Steve Ashby's folk art Nodding Woman has Barbie's air of stylish sophistication. But where did he get his inspiration?

The artist once said, "I wake up with an idea that won't let me get back to sleep. So I get up and make that idea." Steve Ashby converted most of his ideas into objects in the early 1960s after his wife had died and he retired from his years of work as a farm hand and gardener. Ashby's favorite subjects were figures and animals, often inspired by the agrarian activities of Fauquier County, Virginia, where his ancestors had been slaves.

To create Nodding Woman, Ashby used tree branches, pieces of plywood cut on a jigsaw, selections from his late wife's clothing, paint, and pasted paper cutouts, all typical features of his construction techniques. Now missing some of her clothing, this jaunty female once sat on a makeshift bench in Ashby's yard, where he frequently placed his sculptures in different settings and costumes. Ashby took pride in endowing his figures with anatomically correct details, sometimes evident, as in this woman's thinly veiled chest, but often concealed under clothing.

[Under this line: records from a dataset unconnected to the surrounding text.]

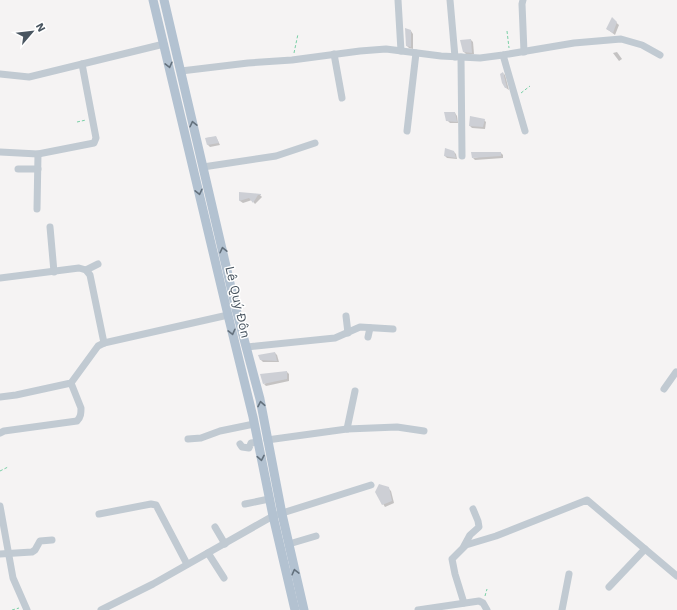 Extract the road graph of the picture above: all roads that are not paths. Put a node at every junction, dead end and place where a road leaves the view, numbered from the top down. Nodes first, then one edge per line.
1 (153, 0) edge
2 (164, 0) edge
3 (398, 0) edge
4 (450, 0) edge
5 (523, 0) edge
6 (164, 44) junction
7 (401, 51) junction
8 (524, 52) junction
9 (416, 53) junction
10 (334, 54) junction
11 (507, 55) junction
12 (660, 55) dead end
13 (458, 57) junction
14 (82, 64) junction
15 (180, 70) junction
16 (0, 74) edge
17 (342, 98) dead end
18 (525, 130) dead end
19 (407, 131) dead end
20 (315, 143) dead end
21 (0, 152) edge
22 (38, 154) junction
23 (462, 156) dead end
24 (203, 167) junction
25 (38, 169) junction
26 (18, 170) dead end
27 (37, 209) dead end
28 (50, 227) dead end
29 (219, 231) junction
30 (209, 233) junction
31 (98, 264) dead end
32 (86, 270) junction
33 (54, 272) junction
34 (0, 278) edge
35 (228, 315) junction
36 (346, 316) dead end
37 (370, 328) junction
38 (393, 329) dead end
39 (348, 333) junction
40 (368, 338) dead end
41 (104, 343) junction
42 (247, 347) junction
43 (677, 373) edge
44 (71, 383) junction
45 (664, 389) dead end
46 (355, 391) dead end
47 (0, 397) edge
48 (254, 424) junction
49 (347, 429) junction
50 (424, 431) dead end
51 (0, 433) edge
52 (188, 439) dead end
53 (263, 441) junction
54 (240, 444) dead end
55 (371, 485) dead end
56 (270, 499) junction
57 (245, 504) dead end
58 (0, 506) edge
59 (473, 509) dead end
60 (99, 514) dead end
61 (277, 515) junction
62 (215, 527) dead end
63 (316, 536) dead end
64 (52, 540) dead end
65 (225, 544) junction
66 (289, 544) junction
67 (464, 546) junction
68 (645, 549) junction
69 (8, 553) junction
70 (208, 553) junction
71 (0, 554) edge
72 (187, 564) junction
73 (569, 574) dead end
74 (677, 576) edge
75 (224, 578) dead end
76 (609, 587) dead end
77 (464, 603) junction
78 (27, 610) edge
79 (101, 610) edge
80 (295, 610) edge
81 (304, 610) edge
82 (418, 610) edge
83 (487, 610) edge
84 (563, 610) edge

1 - 6 main road, Lê Quý Đôn
2 - 15 main road, Lê Quý Đôn
3 - 7 street
4 - 13 street
5 - 8 street
6 - 14 street
6 -> 30 main road, Lê Quý Đôn
7 - 9 street
7 - 10 street
8 - 11 street
8 - 12 street
9 - 13 street
9 - 19 street
10 - 15 street
10 - 17 street
11 - 13 street
11 - 18 street
13 - 23 street
14 - 16 street
14 - 22 street
24 -> 15 main road, Lê Quý Đôn
20 - 24 street
21 - 22 street
22 - 25 street
24 - 29 main road, Lê Quý Đôn
25 - 26 street
25 - 27 street
28 - 33 street
29 - 30 main road
42 -> 29 main road, Lê Quý Đôn
30 - 35 main road, Lê Quý Đôn
31 - 32 street
32 - 33 street
32 - 41 street
33 - 34 street
35 - 41 street
35 -> 48 main road, Lê Quý Đôn
36 - 39 street
37 - 38 street
37 - 39 street
37 - 40 street
39 - 42 street
41 - 44 street
53 -> 42 main road, Lê Quý Đôn
43 - 45 street
44 - 47 street
44 - 51 street
46 - 49 street
48 - 52 street
48 - 53 main road, Lê Quý Đôn
49 - 50 street
49 - 53 street
53 - 54 street
53 -> 56 main road, Lê Quý Đôn
53 - 61 main road, Lê Quý Đôn
55 - 61 street
56 - 57 street
56 - 61 main road, Lê Quý Đôn
58 - 69 street
59 - 67 street
60 - 72 street
61 - 65 street
61 - 66 main road, Lê Quý Đôn
61 - 80 main road, Lê Quý Đôn
62 - 65 street
63 - 66 street
64 - 69 street
65 - 70 street
81 -> 66 main road, Lê Quý Đôn
67 - 68 street
67 - 77 street
68 - 74 street
68 - 76 street
69 - 71 street
69 - 78 street
70 - 72 street
70 - 75 street
72 - 79 street
73 - 84 street
77 - 82 street
77 - 83 street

Some of his figures were wind-activated to perform various activities that ranged from the domestic to the pornographic. Others include parts that move when handled. This figure's flexible neck—a saw blade—allows her head to nod.

Source: Lynda Roscoe Hartigan. Made with Passion: The Hemphill Folk Art Collection in the National Museum of American Art (Washington, D.C. and London: National Museum of American Art with the Smithsonian Institution Press, 1990).

Pictured: Steve Ashby, 1904–1980, Nodding Woman, about late 1960s, painted and unpainted wood, cotton, nylon, steel saw blade, and paper, 48 1/4 x 24 x 17 3/4 in., Smithsonian American Art Museum, Gift of Herbert Waide Hemphill, Jr. and museum purchase made possible by Ralph Cross Johnson.